A donor advised fund is an account, maintained and operated by an umbrella nonprofit group, called a 501(c)(3) organization, set up by sponsoring organizations. You can open an account and give it any name you want, such as the “John and Jane Doe Foundation.”
You don’t have the expense and hassle of running a real foundation, which is the province of the wealthy anyway. Then, as the donor to the fund, you make contributions to your account. There is often a minimum contribution amount, such as $10,000, along with a minimum balance requirement. But because the Internal Revenue Service does not audit these accounts as it would a private foundation, they don’t have a separate tax ID or requirement to file a Form 990, as is the case with a private foundation. Since your contributions to these vehicles are irrevocable, the sponsoring organization has legal control of the fund.

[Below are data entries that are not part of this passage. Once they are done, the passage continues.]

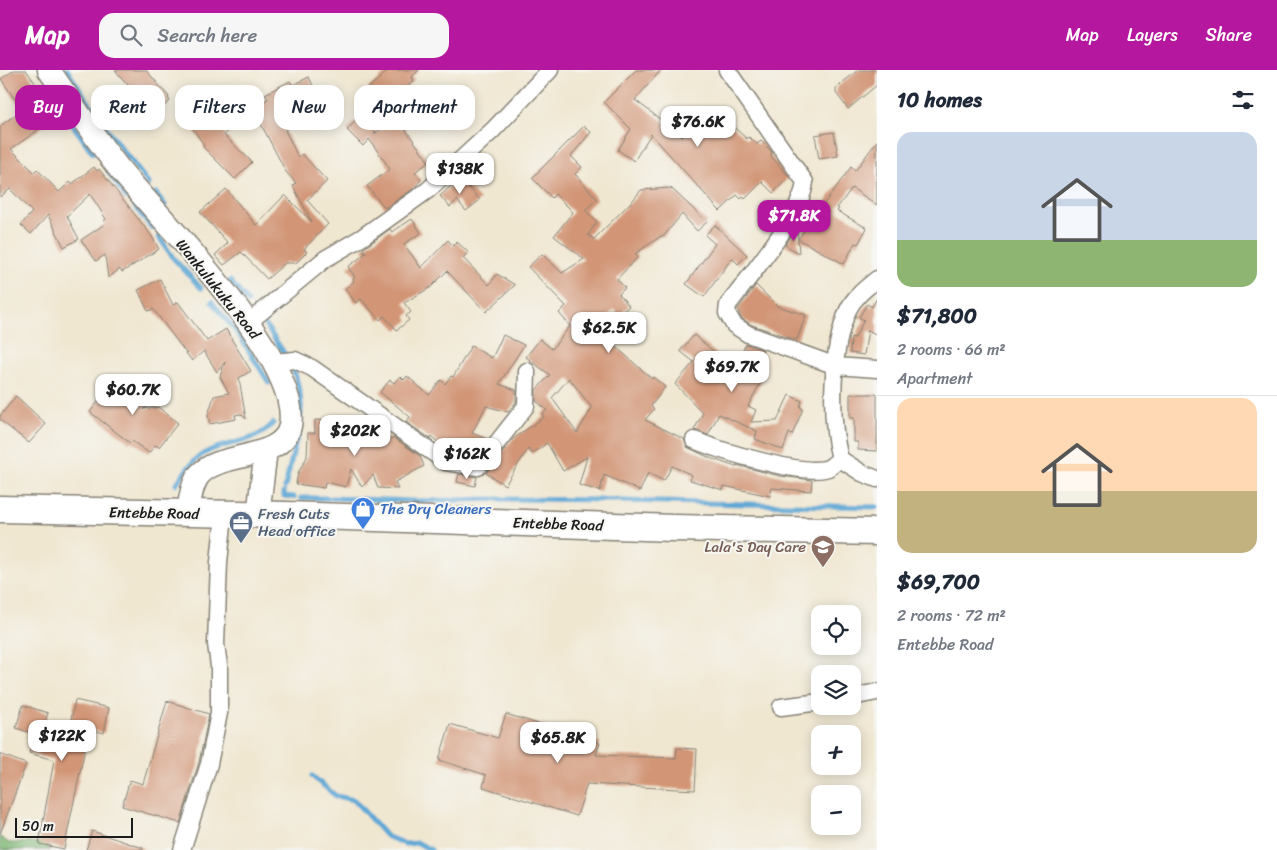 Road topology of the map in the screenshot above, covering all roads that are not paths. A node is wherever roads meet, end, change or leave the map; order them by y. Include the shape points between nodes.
1 (49, 70) edge
2 (550, 70) edge
3 (727, 70) edge
4 (877, 279) edge
5 (249, 322) junction
6 (274, 362) junction
7 (836, 366) junction
8 (877, 369) edge
9 (527, 371) dead end
10 (694, 440) dead end
11 (260, 451) junction
12 (840, 459) junction
13 (877, 478) edge
14 (0, 510) edge
15 (188, 514) junction
16 (224, 515) junction
17 (258, 515) junction
18 (877, 532) edge
19 (877, 692) edge
20 (861, 695) edge
21 (811, 703) edge
22 (781, 707) dead end
23 (182, 850) edge

1 - 5 main road, Wankulukuku Road via 117,166
2 - 5 street via 476,148 428,190 361,238 324,259
3 - 7 street via 806,182 804,195 791,217 728,305 726,313 734,325 748,334
4 - 7 street via 848,309
5 - 6 main road, Wankulukuku Road
6 - 9 street via 295,360 312,368 446,462 478,467 526,406
6 - 11 main road, Wankulukuku Road via 288,396 290,428 280,442
7 - 8 street
7 - 12 street via 834,410
10 - 12 street via 755,460 813,469 827,468
11 - 15 main road, Wankulukuku Road via 216,462 200,474 194,484
11 - 17 main road
12 - 13 street
14 - 15 main road, Entebbe Road
15 - 16 main road, Entebbe Road
16 - 17 main road, Entebbe Road
16 - 23 street via 216,644 219,713 209,764
17 - 18 main road, Entebbe Road
19 - 20 street
21 - 22 street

However, with a donor-advised fund, you as the donor advise the sponsoring organization on how to distribute the money and how to invest it in the meantime. The sponsoring organization typically invests the donor-advised funds in a pool of mutual funds and sets the investment asset allocations. It also usually charges a low asset-based fee to cover administration costs. As the fund’s advisor, you may direct the sponsoring organization to make specific donations to charities you favor. There is often a minimum donation amount from your fund, but it is reasonable and can be as low as $250 per grant.
In addition, you may also choose successor advisors who make those recommendations when you can’t because of illness, disability, or death. This can be a fantastic tool in teaching your children the value of making gifts.

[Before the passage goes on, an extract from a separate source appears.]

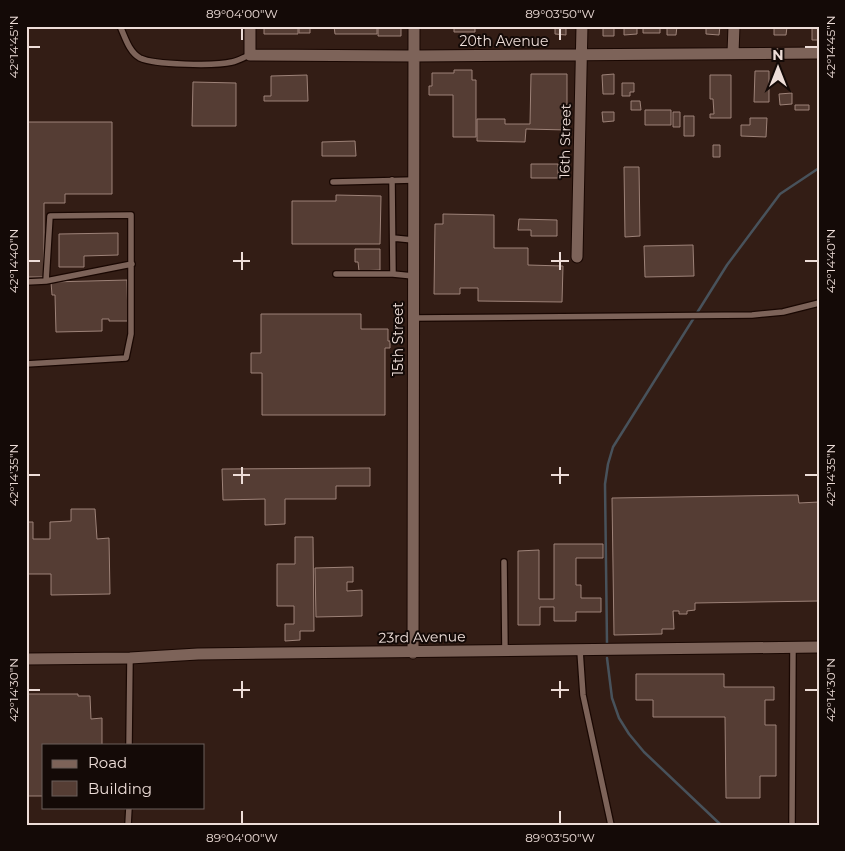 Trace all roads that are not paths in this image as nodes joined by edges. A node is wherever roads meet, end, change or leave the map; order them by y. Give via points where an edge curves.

From a tax vantage point, you get the same benefits with a donor-advised fund as with writing a check. Because your contribution to your donor-advised fund is an irrevocable gift to a 501(c)(3) supporting organization, you get full access to the standard charitable tax deduction. The deduction amount that you claim is limited by the type of asset you contribute and your adjusted gross income. And the charitable deduction is earned in the year you make a contribution to your donor-advised fund – not when you advise the sponsoring organization to send money to one of your favorite charities.
Benefits of Donor Advised Funds
There are many benefits to using a donor-advised fund over the traditional “checkbook charity” approach:
- You can separate your grantmaking from the end-of-year deadline for getting a deduction in. For calendar year tax planning, you need the only time your contributions into the fund (along with taking your possibly limited charitable deduction). After that, you make grants at your leisure.
- You no longer have to track your grant donations, because the sponsoring organization will do that for you – and generally make those grant records available online.
- As part of your grantmaking, you can specify whether the grant is anonymous or not.
- Your sponsoring organization will check if the entity you’d like to donate to is eligible. That further simplifies your responsibilities in making charitable donations.
If you are the kind of person who recognizes that your accomplishments rest on the good others have done in this world– and you’d like to “give back” in an efficient and practical way – then a donor-advised fund might be your ticket.